Other scientists are worried about the new guidelines for a different reason. According to Mehta et al. (2019), the introduction of the USPSTF updated recommendations for biennial screening had its influence on patients. Scientists are concerned since they believe there is a lack of evidence. Mehta et al. (2019) note that before the revision, 76% thought that annual mammography was needed for routine screening (p. 302). And after revising the guidelines, the percentage of women who planned to continue their annual mammograms dropped significantly to 64%. Scientists also emphasize that, according to 48% of participants, the most important reason for changing the guidelines was a reduction in governmental health care expenses.

Risk Factors and Risk Assessment Methodology

USPSTF, as well as ACR and ACS, recommend discussing screening necessity with patients aged 40 to 49 years and their service providers based on patient risks and preferences. Moreover, according to a study by Van Den Broek et al. (2018), screening among women aged 40 to 49 caused a decrease in mortality by an average of 15% if a disease was detected in the intervention phase. According to scientists, this is a highly sufficient argument for screening women of this age group.

According to Gierach, Choudhury, and García-Closas (2019), approaches for identifying women at increased risk include the use of risk prediction models with pedigree-level family history information and genetic testing. Authors note that routine screening is recommended for women with an average risk of age 40-50. Whereas enhanced screening is optimal for younger women with increased risk (Gierach et al., 2019). The increased risk is mainly associated with heredity (anamnesis) or a predisposition to genetic mutations.
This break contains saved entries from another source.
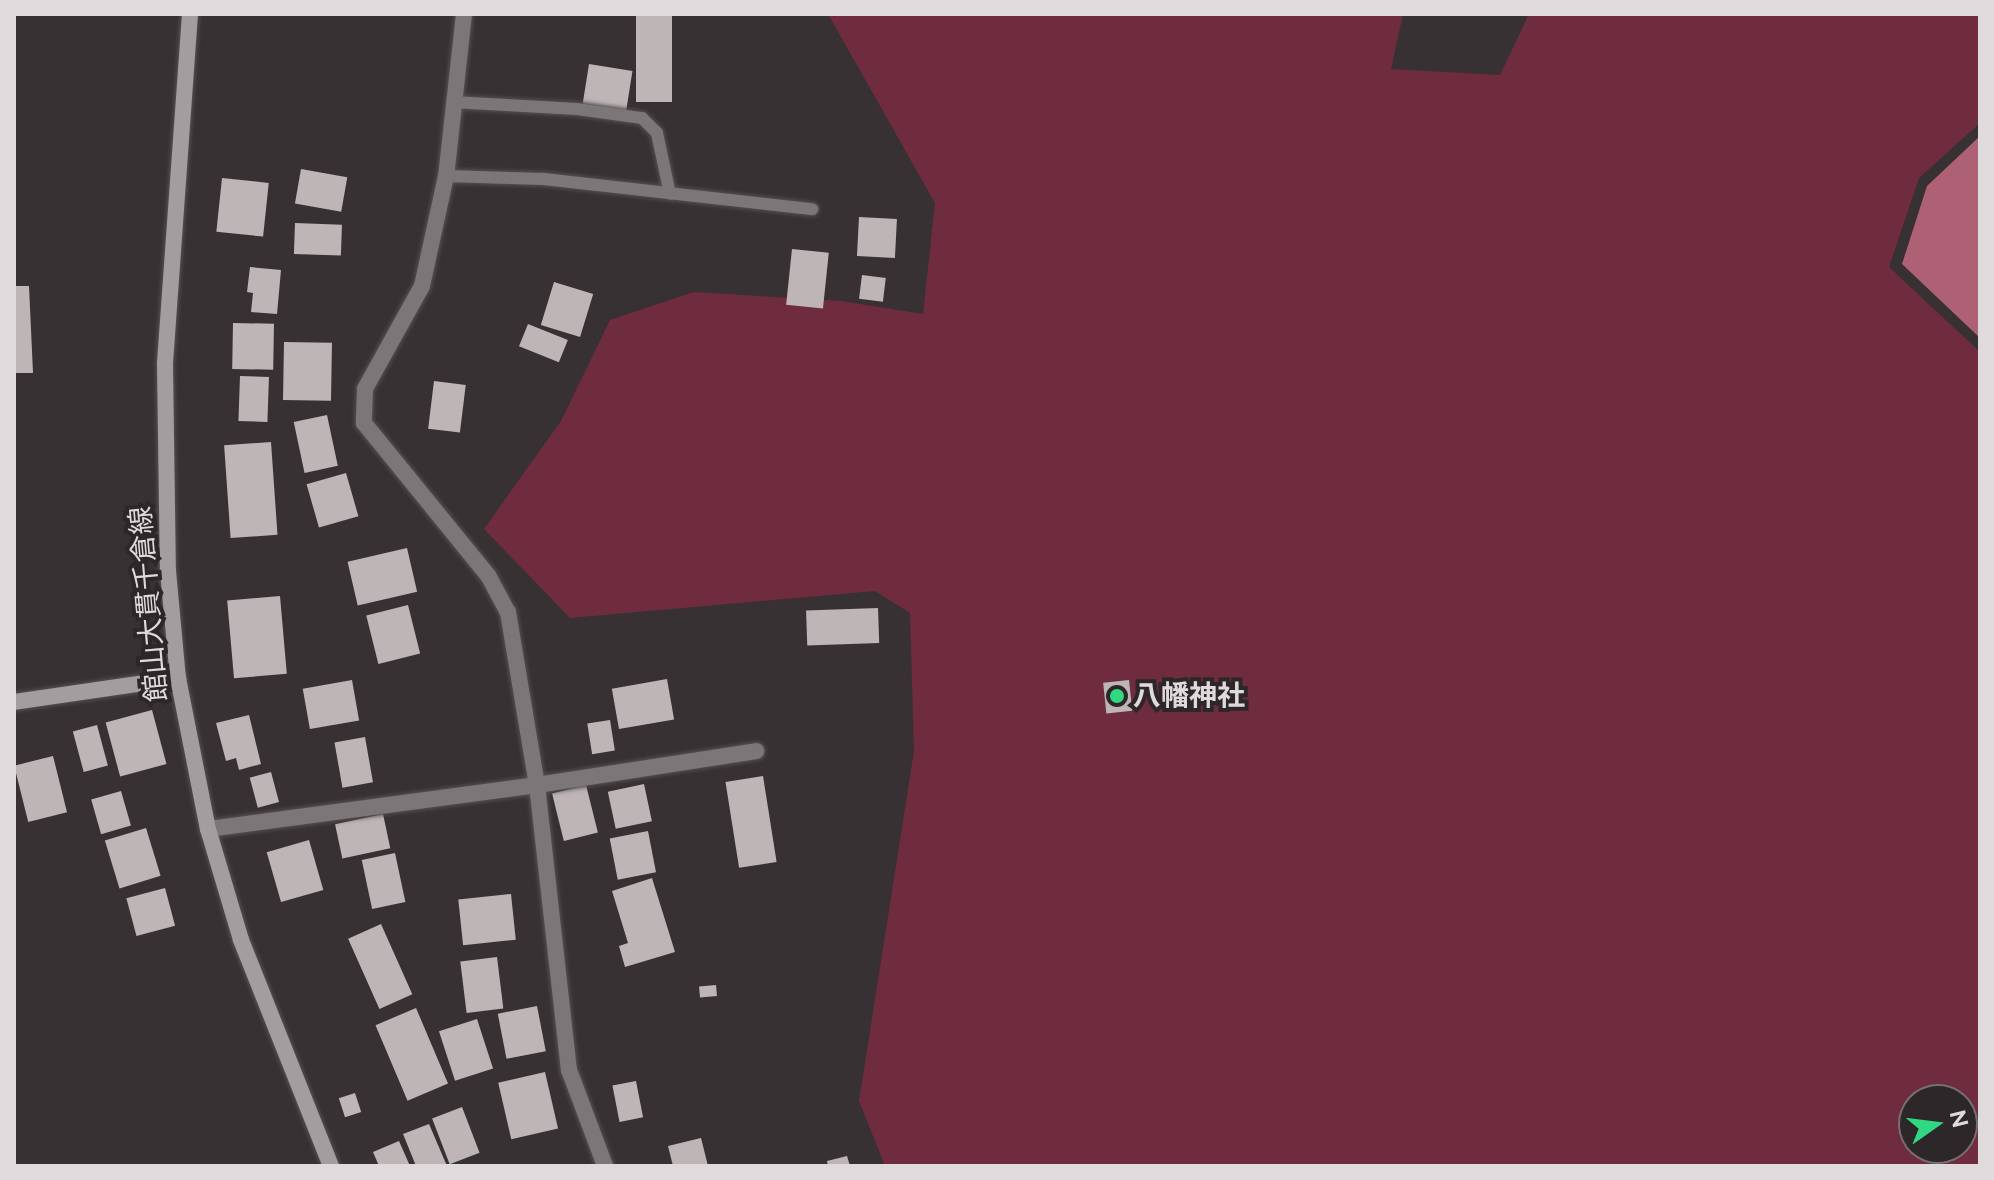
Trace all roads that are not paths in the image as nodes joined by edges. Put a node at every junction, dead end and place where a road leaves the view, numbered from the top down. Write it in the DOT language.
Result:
graph roads {
  1 [pos="190,14"];
  2 [pos="464,14"];
  3 [pos="453,102"];
  4 [pos="446,176"];
  5 [pos="670,194"];
  6 [pos="812,209"];
  7 [pos="178,678"];
  8 [pos="14,702"];
  9 [pos="756,751"];
  10 [pos="537,785"];
  11 [pos="208,829"];
  12 [pos="331,1166"];
  13 [pos="605,1166"];
  1 -- 7 [label="main road, 館山大貫千倉線"];
  2 -- 3 [label="street"];
  3 -- 4 [label="street"];
  3 -- 5 [label="lane"];
  4 -- 5 [label="lane"];
  4 -- 10 [label="street"];
  5 -- 6 [label="lane"];
  7 -- 8 [label="main road"];
  7 -- 11 [label="main road, 館山大貫千倉線"];
  9 -- 10 [label="street"];
  10 -- 11 [label="street"];
  10 -- 13 [label="street"];
  11 -- 12 [label="main road, 館山大貫千倉線"];
}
Thus, an optimal recommendation for breast cancer screening under USPSTF guidelines should be given as follows. Biennial mammography screening will be appropriate for women aged 40-74 with average risk factors, and annual mammography screening will suit women aged 40-50 and younger with increased risk. While making the decision, a medical practitioner should discuss it with patients of all ages and risk groups and explain to them the potential harms and benefits of mammography screening.

References

Gierach, G. L., Choudhury, P. P., & García-Closas, M. (2019). Toward risk-stratified breast cancer screening: Considerations for changes in screening guidelines. JAMA Oncology. Web.
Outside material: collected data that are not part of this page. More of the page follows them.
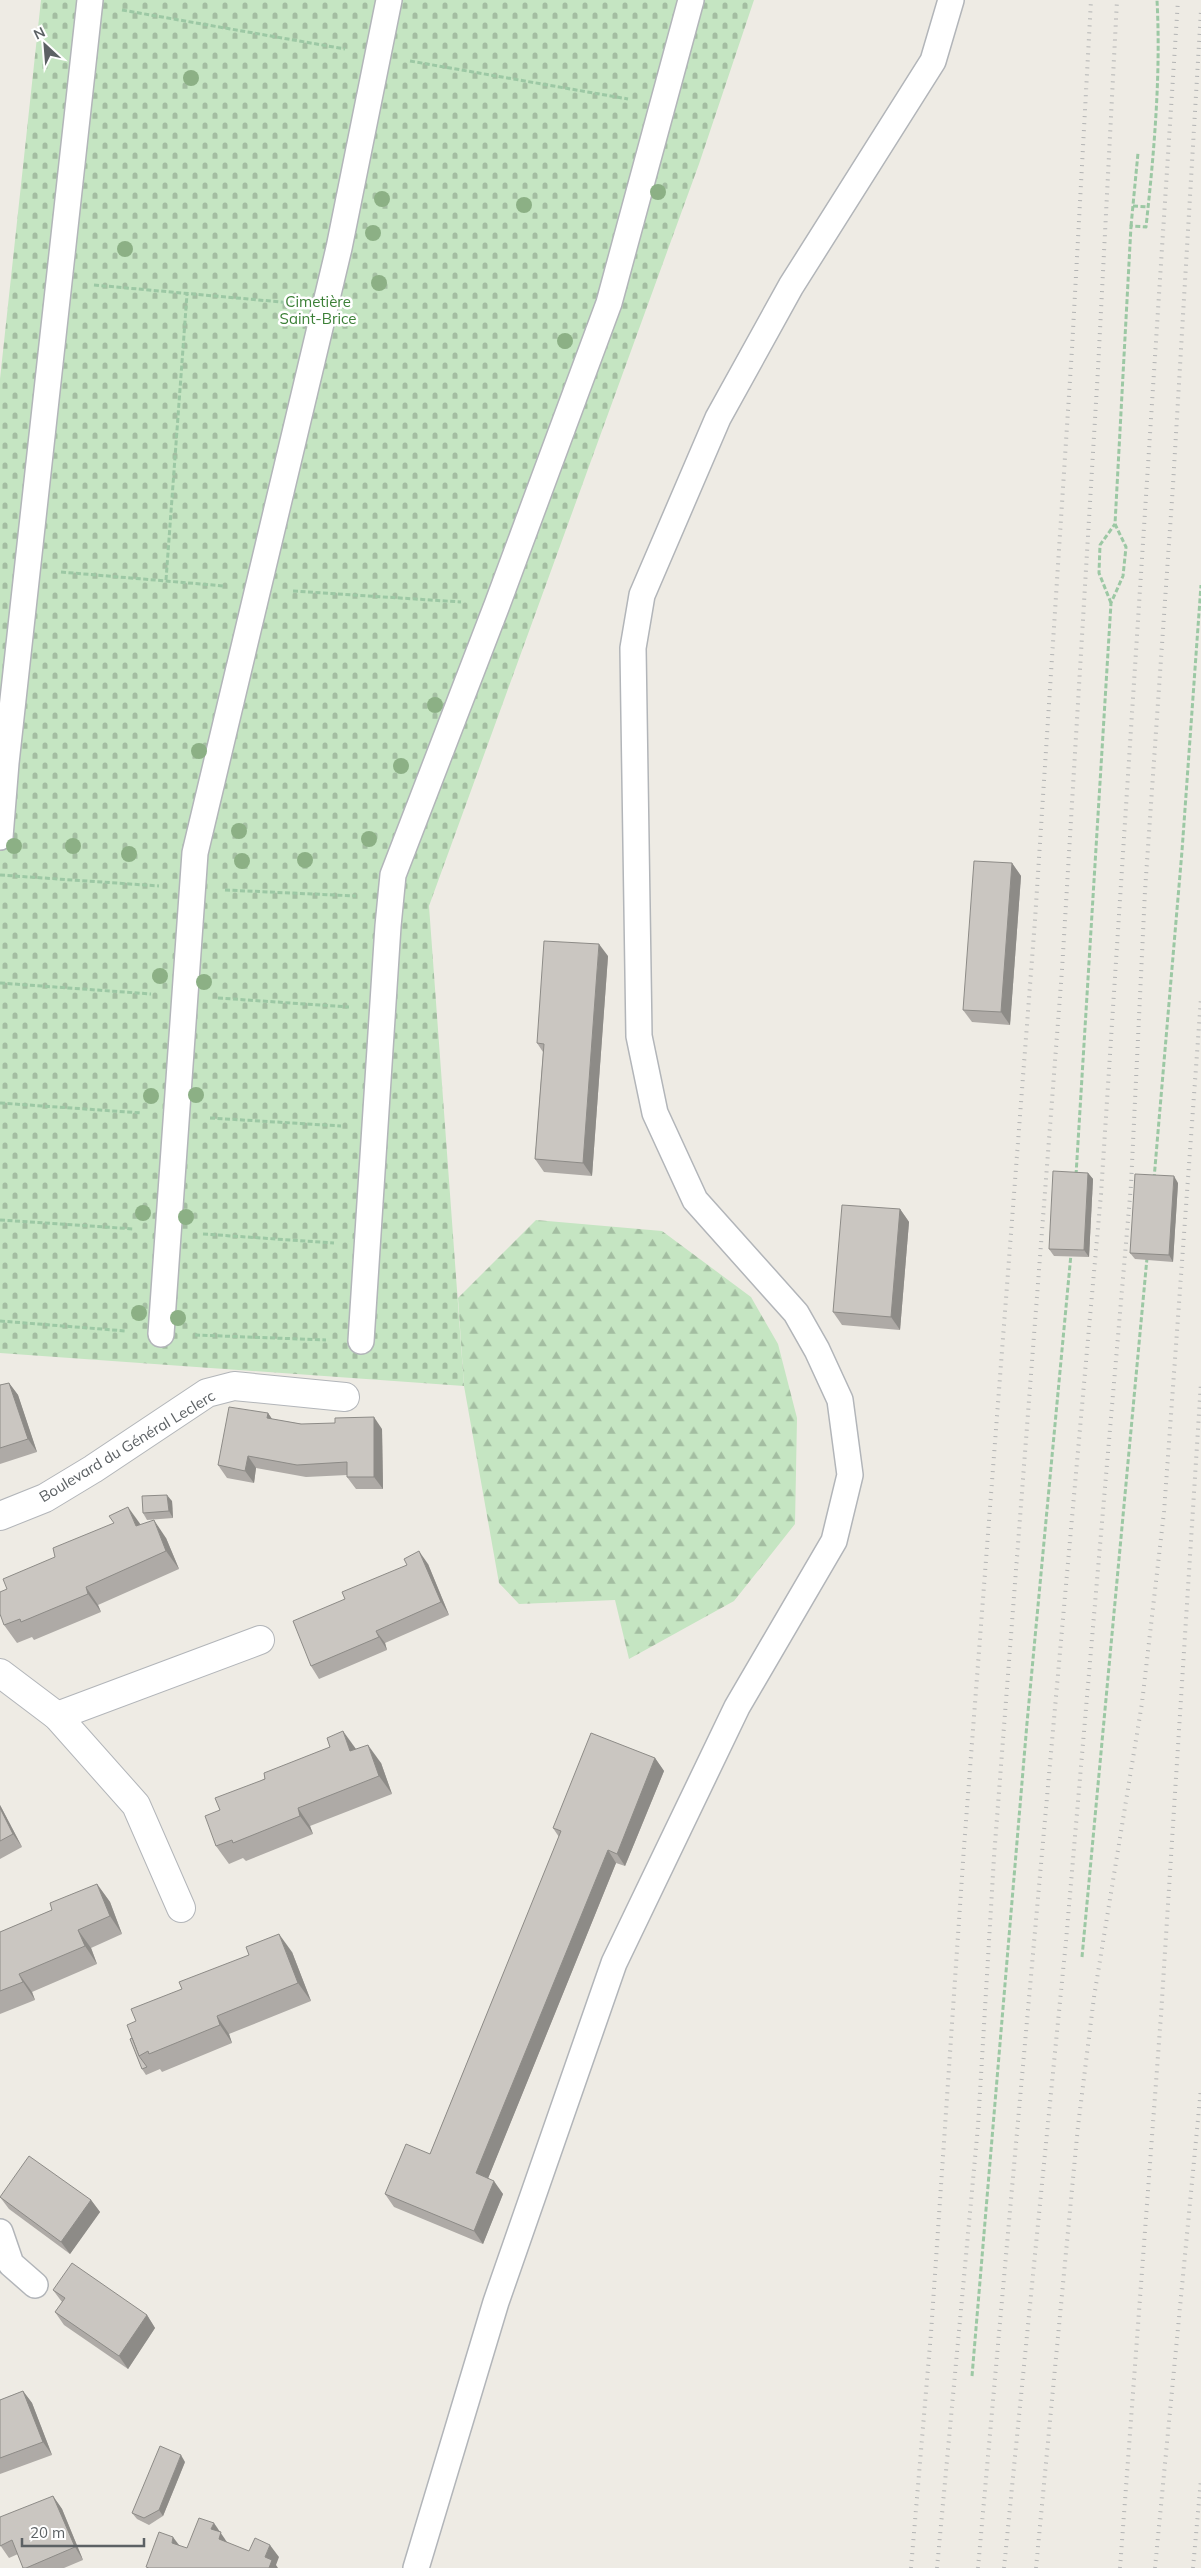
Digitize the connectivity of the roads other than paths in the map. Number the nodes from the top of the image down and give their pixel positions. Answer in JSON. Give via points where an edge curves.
{"nodes":[{"id":1,"x":90,"y":0,"type":"edge"},
{"id":2,"x":388,"y":0,"type":"edge"},
{"id":3,"x":691,"y":0,"type":"edge"},
{"id":4,"x":951,"y":0,"type":"edge"},
{"id":5,"x":0,"y":836,"type":"edge"},
{"id":6,"x":161,"y":1334,"type":"dead end"},
{"id":7,"x":361,"y":1341,"type":"dead end"},
{"id":8,"x":345,"y":1397,"type":"dead end"},
{"id":9,"x":0,"y":1516,"type":"edge"},
{"id":10,"x":260,"y":1640,"type":"dead end"},
{"id":11,"x":0,"y":1673,"type":"edge"},
{"id":12,"x":57,"y":1716,"type":"junction"},
{"id":13,"x":181,"y":1908,"type":"dead end"},
{"id":14,"x":0,"y":2232,"type":"edge"},
{"id":15,"x":35,"y":2285,"type":"dead end"},
{"id":16,"x":416,"y":2568,"type":"edge"}],
"edges":[{"from":1,"to":5,"type":"lane"},
{"from":2,"to":6,"type":"lane","via":[[326,306],[195,853]]},
{"from":3,"to":7,"type":"lane","via":[[608,303],[393,875]]},
{"from":4,"to":16,"type":"lane","via":[[933,61],[791,286],[718,418],[642,595],[633,648],[639,1036],[655,1113],[695,1200],[796,1313],[817,1350],[840,1400],[850,1475],[834,1541],[737,1707],[614,1963],[496,2302]]},
{"from":8,"to":9,"type":"street","name":"Boulevard du Général Leclerc","via":[[234,1386],[207,1394],[45,1498]]},
{"from":10,"to":12,"type":"street"},
{"from":11,"to":12,"type":"street"},
{"from":12,"to":13,"type":"street","via":[[136,1805]]},
{"from":14,"to":15,"type":"lane","via":[[12,2264]]}]}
Mandelblatt, J. S., Stout, N. K., Schechter, C. B., Van Den Broek, J. J., Miglioretti, D. L., Krapcho, M.,& Van Ravesteyn, N. T. (2016). Collaborative modeling of the benefits and harms associated with different US breast cancer screening strategies. Annals of Internal Medicine, 164(4), 215-225.

Mehta, J. M., MacLaughlin, K. L., Millstine, D. M., Faubion, S. S., Wallace, M. R., Shah, A. A.,& Temkit, M. H. (2019). Breast cancer screening: Womens attitudes and beliefs in light of updated United States Preventive Services Task Force and American Cancer Society guidelines. Journal of Womens Health, 28(3), 302-313.

Onega, T., Haas, J. S., Bitton, A., Brackett, C., Weiss, J., Goodrich, M.,& Tosteson, A. N. (2017). Alignment of breast cancer screening guidelines, accountability metrics, and practice patterns. The American Journal of Managed Care, 23(1), 35-40.

Van Den Broek, J. J., Van Ravesteyn, N. T., Mandelblatt, J. S., Huang, H., Ergun, M. A., Burnside, E. S.,& Stout, N. K. (2018). Comparing CISNET breast cancer incidence and mortality predictions to observed clinical trial results of mammography screening from ages 40 to 49. Medical Decision Making. Web.